• **DATA IN THIS EXERCISE**:
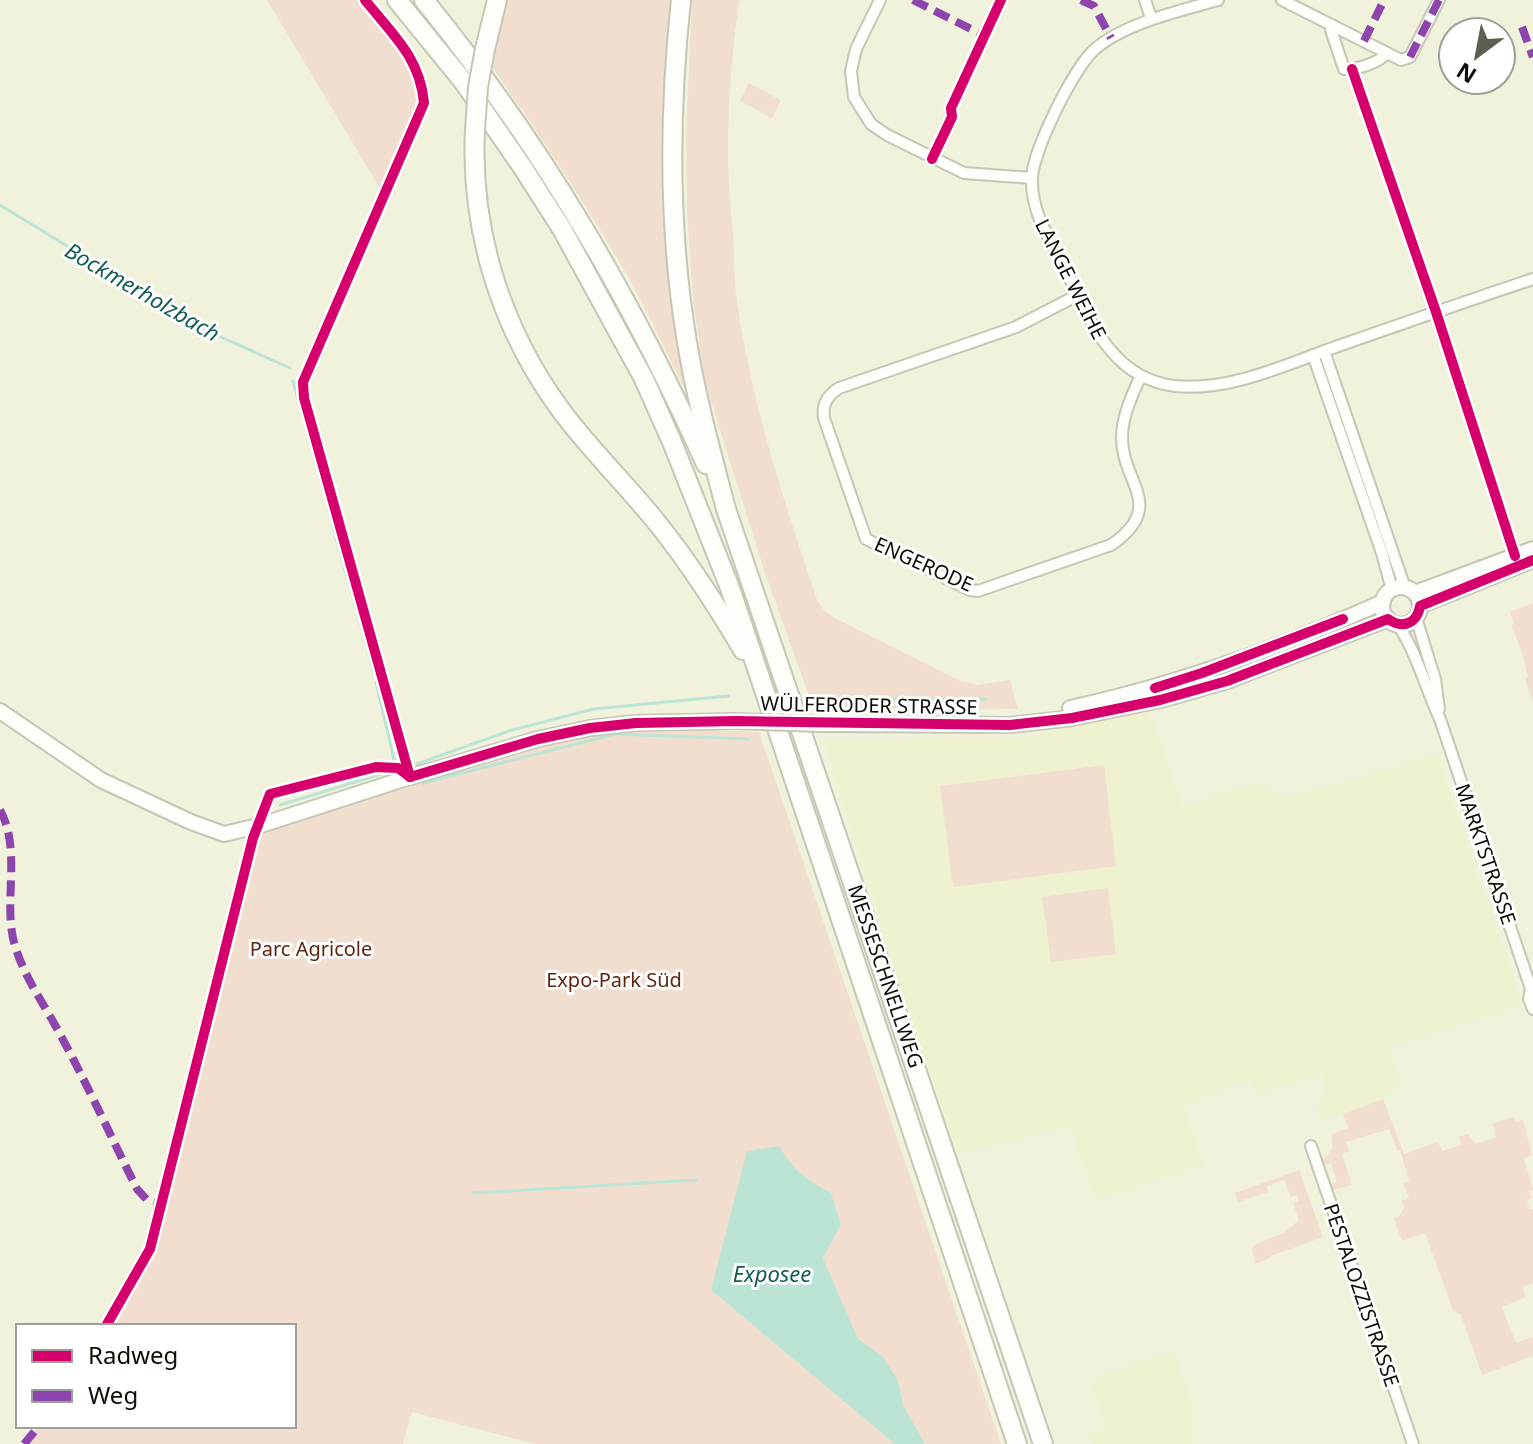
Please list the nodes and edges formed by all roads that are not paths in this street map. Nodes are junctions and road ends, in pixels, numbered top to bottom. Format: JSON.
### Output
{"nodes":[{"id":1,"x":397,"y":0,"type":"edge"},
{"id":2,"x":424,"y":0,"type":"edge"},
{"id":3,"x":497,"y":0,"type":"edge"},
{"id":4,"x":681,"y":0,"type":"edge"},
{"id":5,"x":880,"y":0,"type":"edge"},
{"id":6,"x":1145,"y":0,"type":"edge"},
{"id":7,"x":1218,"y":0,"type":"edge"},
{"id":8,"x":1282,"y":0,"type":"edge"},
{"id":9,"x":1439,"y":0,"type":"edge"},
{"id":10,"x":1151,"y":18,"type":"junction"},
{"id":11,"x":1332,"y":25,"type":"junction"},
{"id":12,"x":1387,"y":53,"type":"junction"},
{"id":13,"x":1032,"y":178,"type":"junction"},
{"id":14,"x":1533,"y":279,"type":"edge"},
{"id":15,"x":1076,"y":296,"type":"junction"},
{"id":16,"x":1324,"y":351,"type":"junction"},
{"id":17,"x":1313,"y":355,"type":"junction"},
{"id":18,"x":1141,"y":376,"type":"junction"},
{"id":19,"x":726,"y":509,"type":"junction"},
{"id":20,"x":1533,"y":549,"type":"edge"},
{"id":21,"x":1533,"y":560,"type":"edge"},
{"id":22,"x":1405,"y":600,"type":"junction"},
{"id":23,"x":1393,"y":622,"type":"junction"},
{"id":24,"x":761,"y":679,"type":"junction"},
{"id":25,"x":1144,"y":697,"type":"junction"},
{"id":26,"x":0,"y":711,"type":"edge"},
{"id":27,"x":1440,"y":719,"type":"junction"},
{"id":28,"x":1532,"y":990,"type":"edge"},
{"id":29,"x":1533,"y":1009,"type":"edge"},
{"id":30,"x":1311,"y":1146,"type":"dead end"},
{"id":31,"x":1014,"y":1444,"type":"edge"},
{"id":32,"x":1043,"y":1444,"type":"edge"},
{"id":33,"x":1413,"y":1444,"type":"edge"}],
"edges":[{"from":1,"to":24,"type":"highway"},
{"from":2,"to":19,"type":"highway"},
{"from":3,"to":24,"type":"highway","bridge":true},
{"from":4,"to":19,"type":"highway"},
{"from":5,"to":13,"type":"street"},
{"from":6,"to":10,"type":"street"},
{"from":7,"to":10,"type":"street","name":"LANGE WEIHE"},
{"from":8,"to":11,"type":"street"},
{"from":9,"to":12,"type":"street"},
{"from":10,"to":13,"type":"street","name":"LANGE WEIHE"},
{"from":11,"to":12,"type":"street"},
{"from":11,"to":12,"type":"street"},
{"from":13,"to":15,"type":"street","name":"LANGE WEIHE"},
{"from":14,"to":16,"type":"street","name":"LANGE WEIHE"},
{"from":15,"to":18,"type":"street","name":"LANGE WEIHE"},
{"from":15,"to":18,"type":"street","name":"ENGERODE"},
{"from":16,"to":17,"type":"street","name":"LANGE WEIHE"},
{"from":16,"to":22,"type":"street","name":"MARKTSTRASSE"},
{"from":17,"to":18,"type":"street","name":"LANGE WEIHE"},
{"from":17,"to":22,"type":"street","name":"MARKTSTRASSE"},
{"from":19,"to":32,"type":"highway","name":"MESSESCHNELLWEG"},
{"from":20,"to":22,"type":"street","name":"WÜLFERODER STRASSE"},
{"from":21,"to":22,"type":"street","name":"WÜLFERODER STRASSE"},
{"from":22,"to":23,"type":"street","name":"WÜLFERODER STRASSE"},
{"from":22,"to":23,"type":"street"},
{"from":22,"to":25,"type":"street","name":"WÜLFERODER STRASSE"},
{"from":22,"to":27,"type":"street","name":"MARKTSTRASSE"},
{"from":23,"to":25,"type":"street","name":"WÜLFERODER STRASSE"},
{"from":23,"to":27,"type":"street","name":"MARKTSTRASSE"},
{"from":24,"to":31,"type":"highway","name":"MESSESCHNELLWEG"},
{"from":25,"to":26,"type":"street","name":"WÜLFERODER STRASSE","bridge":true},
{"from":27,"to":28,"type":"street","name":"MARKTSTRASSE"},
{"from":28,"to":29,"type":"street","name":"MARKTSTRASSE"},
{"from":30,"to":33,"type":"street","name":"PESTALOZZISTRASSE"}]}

---

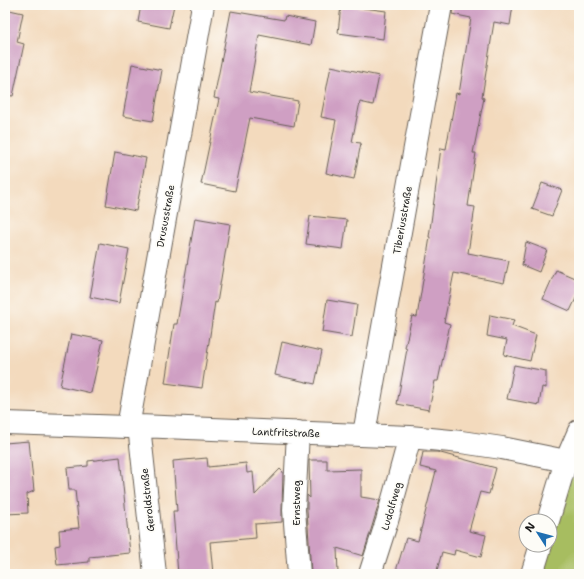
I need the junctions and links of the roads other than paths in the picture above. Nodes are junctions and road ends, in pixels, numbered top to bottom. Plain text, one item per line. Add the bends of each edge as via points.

• **TASK DIRECTIONS**:
Each line of the listing above that contains the word "ends" is to be copied.

• **OUTPUT FOR THIS TASK**:
Please list the nodes and edges formed by all roads that are not paths in this street map. Nodes are junctions and road ends, in pixels, numbered top to bottom. Format: JSON.
I need the junctions and links of the roads other than paths in the picture above. Nodes are junctions and road ends, in pixels, numbered top to bottom. Plain text, one item per line. Add the bends of each edge as via points.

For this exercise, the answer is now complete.